▶ [Given records]
+-------+

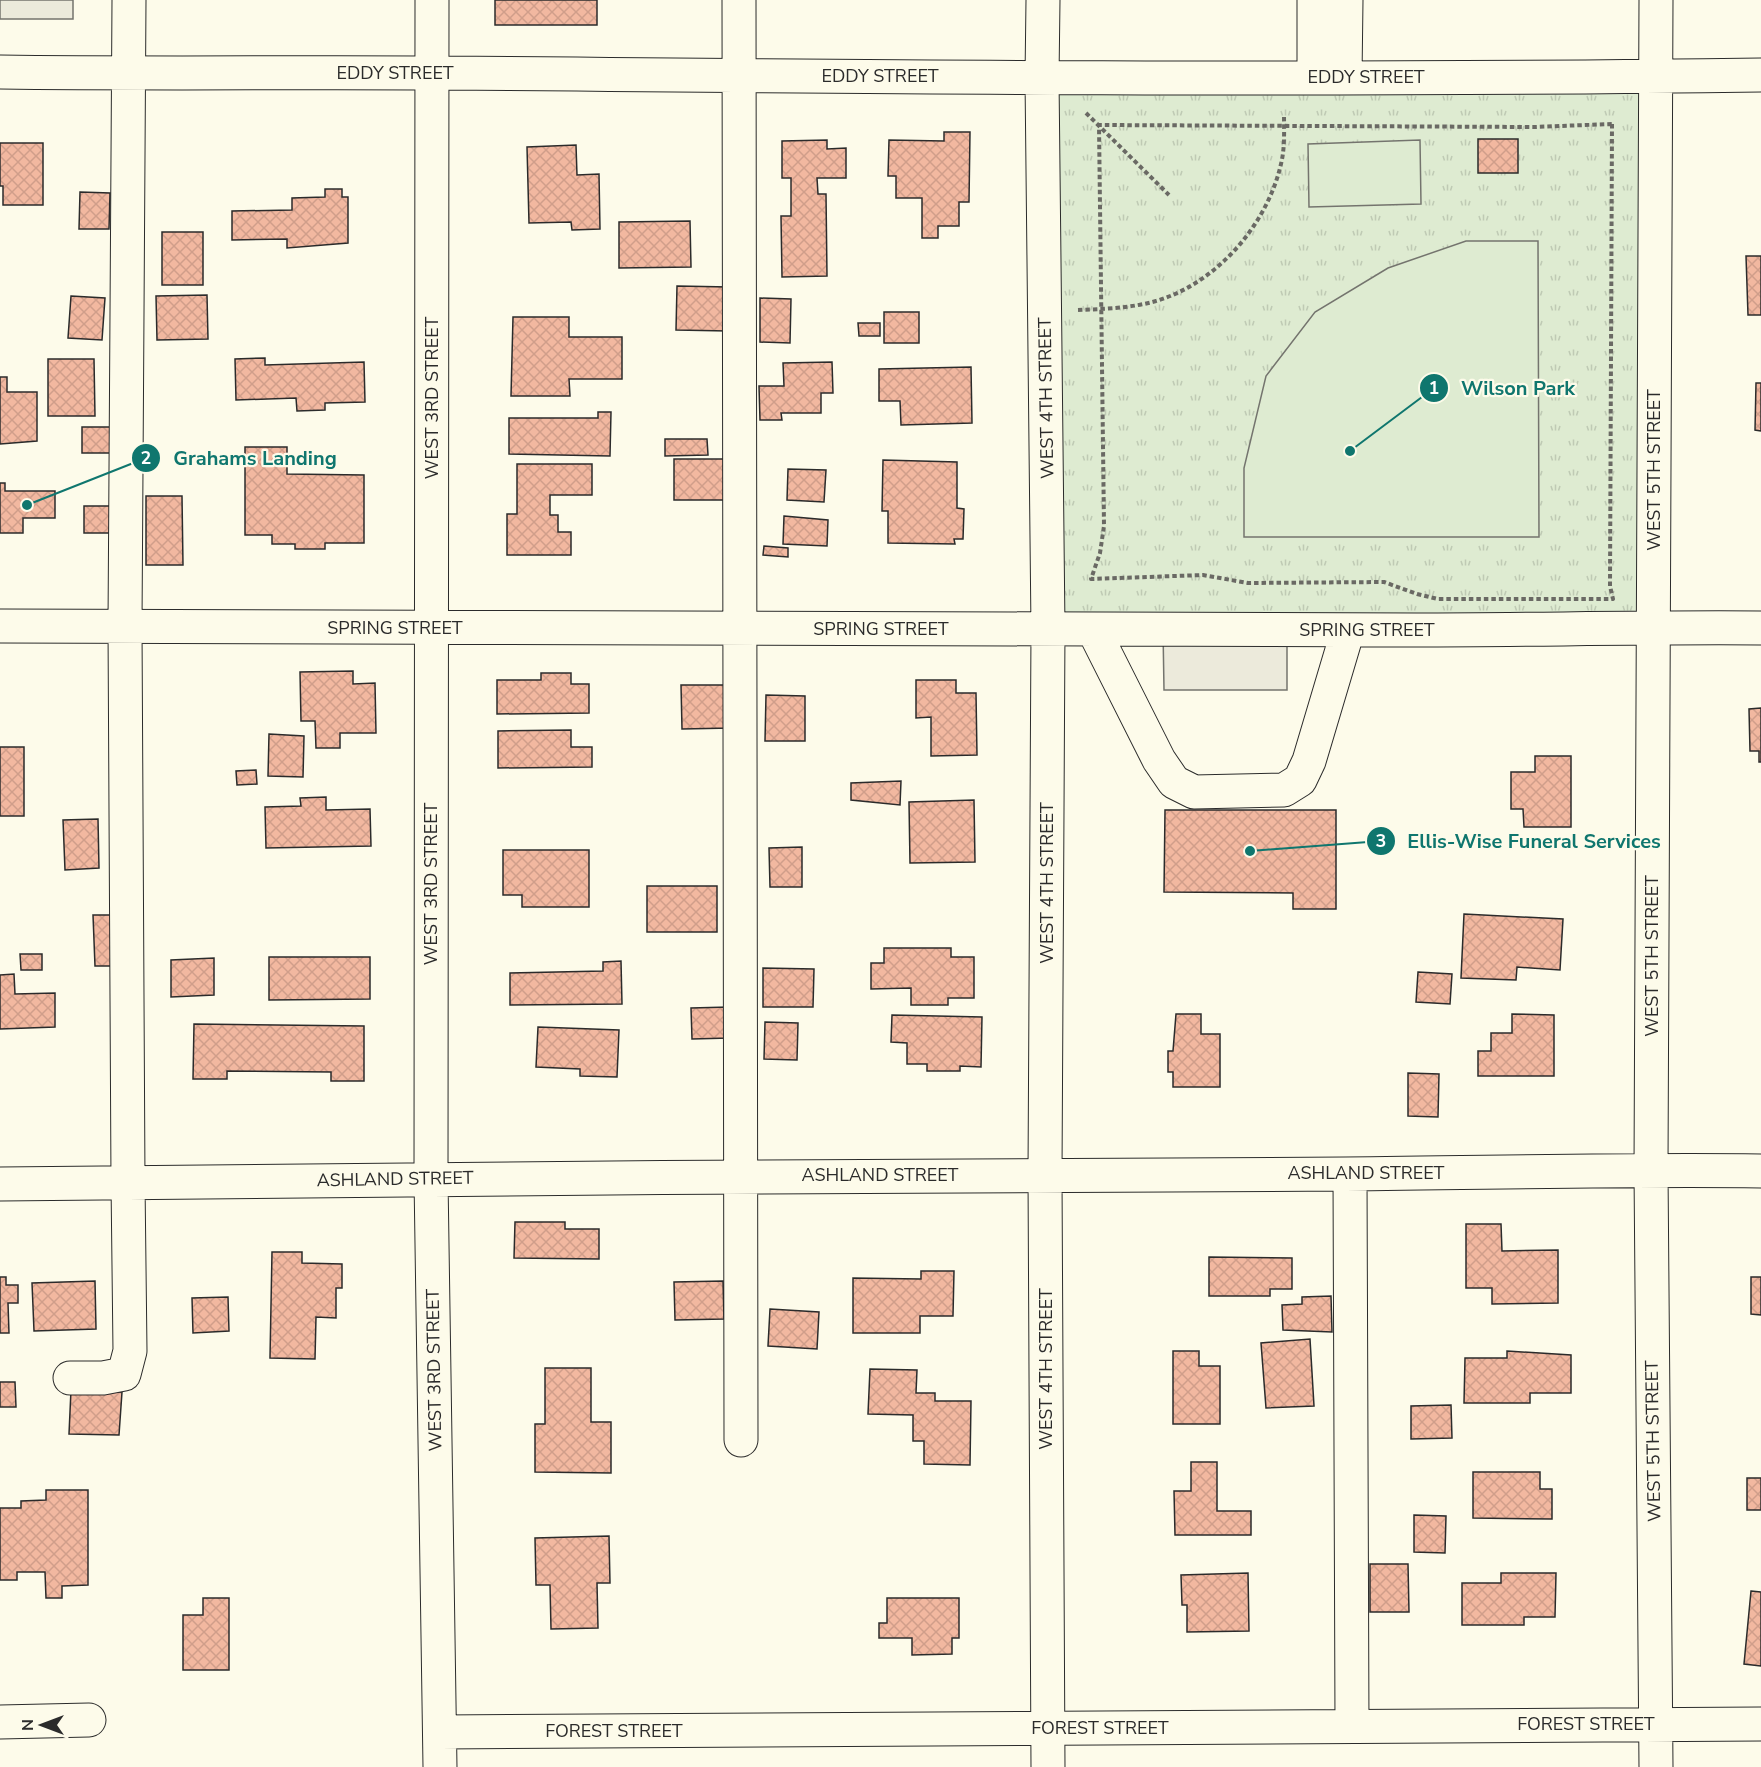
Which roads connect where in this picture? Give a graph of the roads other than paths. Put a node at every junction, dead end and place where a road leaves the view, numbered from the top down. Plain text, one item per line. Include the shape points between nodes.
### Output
1 (129, 0) edge
2 (432, 0) edge
3 (739, 0) edge
4 (1043, 0) edge
5 (1314, 0) edge
6 (1346, 0) edge
7 (1656, 0) edge
8 (0, 72) edge
9 (433, 73) junction
10 (129, 74) junction
11 (740, 75) junction
12 (1761, 75) edge
13 (1315, 77) junction
14 (1655, 77) junction
15 (1042, 78) junction
16 (0, 626) edge
17 (125, 627) junction
18 (1654, 627) junction
19 (431, 628) junction
20 (1761, 628) edge
21 (739, 629) junction
22 (1048, 629) junction
23 (1094, 629) junction
24 (1348, 630) junction
25 (1651, 1170) junction
26 (1761, 1171) edge
27 (1045, 1174) junction
28 (1350, 1174) junction
29 (741, 1176) junction
30 (431, 1179) junction
31 (128, 1182) junction
32 (0, 1184) edge
33 (70, 1378) dead end
34 (741, 1440) dead end
35 (89, 1720) dead end
36 (0, 1722) edge
37 (1655, 1724) junction
38 (1761, 1724) edge
39 (1352, 1726) junction
40 (1048, 1728) junction
41 (440, 1732) junction
42 (440, 1767) edge
43 (1048, 1767) edge
44 (1656, 1767) edge

1 - 10 street
2 - 9 street, WEST 3RD STREET
3 - 11 street
4 - 15 street, WEST 4TH STREET
5 - 13 street
6 - 13 street
7 - 14 street, WEST 5TH STREET
8 - 10 street, EDDY STREET
9 - 10 street, EDDY STREET
9 - 11 street, EDDY STREET
9 - 19 street, WEST 3RD STREET
10 - 17 street
11 - 15 street, EDDY STREET
11 - 21 street
12 - 14 street, EDDY STREET
13 - 14 street, EDDY STREET
13 - 15 street, EDDY STREET
14 - 18 street, WEST 5TH STREET
15 - 22 street, WEST 4TH STREET
16 - 17 street, SPRING STREET
17 - 19 street, SPRING STREET
17 - 31 street
18 - 20 street, SPRING STREET
18 - 24 street, SPRING STREET
18 - 25 street, WEST 5TH STREET
19 - 21 street, SPRING STREET
19 - 30 street, WEST 3RD STREET
21 - 22 street, SPRING STREET
21 - 29 street
22 - 23 street, SPRING STREET
22 - 27 street, WEST 4TH STREET
23 - 24 street, SPRING STREET
23 - 24 street via 1159,760 1174,782 1194,792 1284,790 1300,780
25 - 26 street, ASHLAND STREET
25 - 28 street, ASHLAND STREET
25 - 37 street, WEST 5TH STREET
27 - 28 street, ASHLAND STREET
27 - 29 street, ASHLAND STREET
27 - 40 street, WEST 4TH STREET
28 - 39 street
29 - 30 street, ASHLAND STREET
29 - 34 street
30 - 31 street, ASHLAND STREET
30 - 41 street, WEST 3RD STREET
31 - 32 street, ASHLAND STREET
31 - 33 street via 130,1352 124,1374
35 - 36 street
37 - 38 street, FOREST STREET
37 - 39 street, FOREST STREET
37 - 44 street, WEST 5TH STREET
39 - 40 street, FOREST STREET
40 - 41 street, FOREST STREET
40 - 43 street, WEST 4TH STREET
41 - 42 street, WEST 3RD STREET

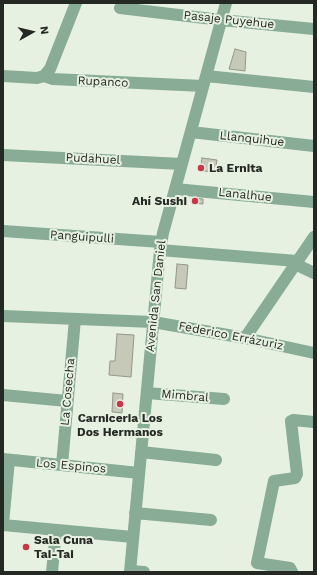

+-------+

▶ [Work item] The full listing, transcribed exactly and without its pictures, is the expected result.

▶ [Response to the exercise]
Which roads connect where in this picture? Give a graph of the roads other than paths. Put a node at every junction, dead end and place where a road leaves the view, numbered from the top down. Plain text, one item per line. Include the shape points between nodes.
### Output
1 (129, 0) edge
2 (432, 0) edge
3 (739, 0) edge
4 (1043, 0) edge
5 (1314, 0) edge
6 (1346, 0) edge
7 (1656, 0) edge
8 (0, 72) edge
9 (433, 73) junction
10 (129, 74) junction
11 (740, 75) junction
12 (1761, 75) edge
13 (1315, 77) junction
14 (1655, 77) junction
15 (1042, 78) junction
16 (0, 626) edge
17 (125, 627) junction
18 (1654, 627) junction
19 (431, 628) junction
20 (1761, 628) edge
21 (739, 629) junction
22 (1048, 629) junction
23 (1094, 629) junction
24 (1348, 630) junction
25 (1651, 1170) junction
26 (1761, 1171) edge
27 (1045, 1174) junction
28 (1350, 1174) junction
29 (741, 1176) junction
30 (431, 1179) junction
31 (128, 1182) junction
32 (0, 1184) edge
33 (70, 1378) dead end
34 (741, 1440) dead end
35 (89, 1720) dead end
36 (0, 1722) edge
37 (1655, 1724) junction
38 (1761, 1724) edge
39 (1352, 1726) junction
40 (1048, 1728) junction
41 (440, 1732) junction
42 (440, 1767) edge
43 (1048, 1767) edge
44 (1656, 1767) edge

1 - 10 street
2 - 9 street, WEST 3RD STREET
3 - 11 street
4 - 15 street, WEST 4TH STREET
5 - 13 street
6 - 13 street
7 - 14 street, WEST 5TH STREET
8 - 10 street, EDDY STREET
9 - 10 street, EDDY STREET
9 - 11 street, EDDY STREET
9 - 19 street, WEST 3RD STREET
10 - 17 street
11 - 15 street, EDDY STREET
11 - 21 street
12 - 14 street, EDDY STREET
13 - 14 street, EDDY STREET
13 - 15 street, EDDY STREET
14 - 18 street, WEST 5TH STREET
15 - 22 street, WEST 4TH STREET
16 - 17 street, SPRING STREET
17 - 19 street, SPRING STREET
17 - 31 street
18 - 20 street, SPRING STREET
18 - 24 street, SPRING STREET
18 - 25 street, WEST 5TH STREET
19 - 21 street, SPRING STREET
19 - 30 street, WEST 3RD STREET
21 - 22 street, SPRING STREET
21 - 29 street
22 - 23 street, SPRING STREET
22 - 27 street, WEST 4TH STREET
23 - 24 street, SPRING STREET
23 - 24 street via 1159,760 1174,782 1194,792 1284,790 1300,780
25 - 26 street, ASHLAND STREET
25 - 28 street, ASHLAND STREET
25 - 37 street, WEST 5TH STREET
27 - 28 street, ASHLAND STREET
27 - 29 street, ASHLAND STREET
27 - 40 street, WEST 4TH STREET
28 - 39 street
29 - 30 street, ASHLAND STREET
29 - 34 street
30 - 31 street, ASHLAND STREET
30 - 41 street, WEST 3RD STREET
31 - 32 street, ASHLAND STREET
31 - 33 street via 130,1352 124,1374
35 - 36 street
37 - 38 street, FOREST STREET
37 - 39 street, FOREST STREET
37 - 44 street, WEST 5TH STREET
39 - 40 street, FOREST STREET
40 - 41 street, FOREST STREET
40 - 43 street, WEST 4TH STREET
41 - 42 street, WEST 3RD STREET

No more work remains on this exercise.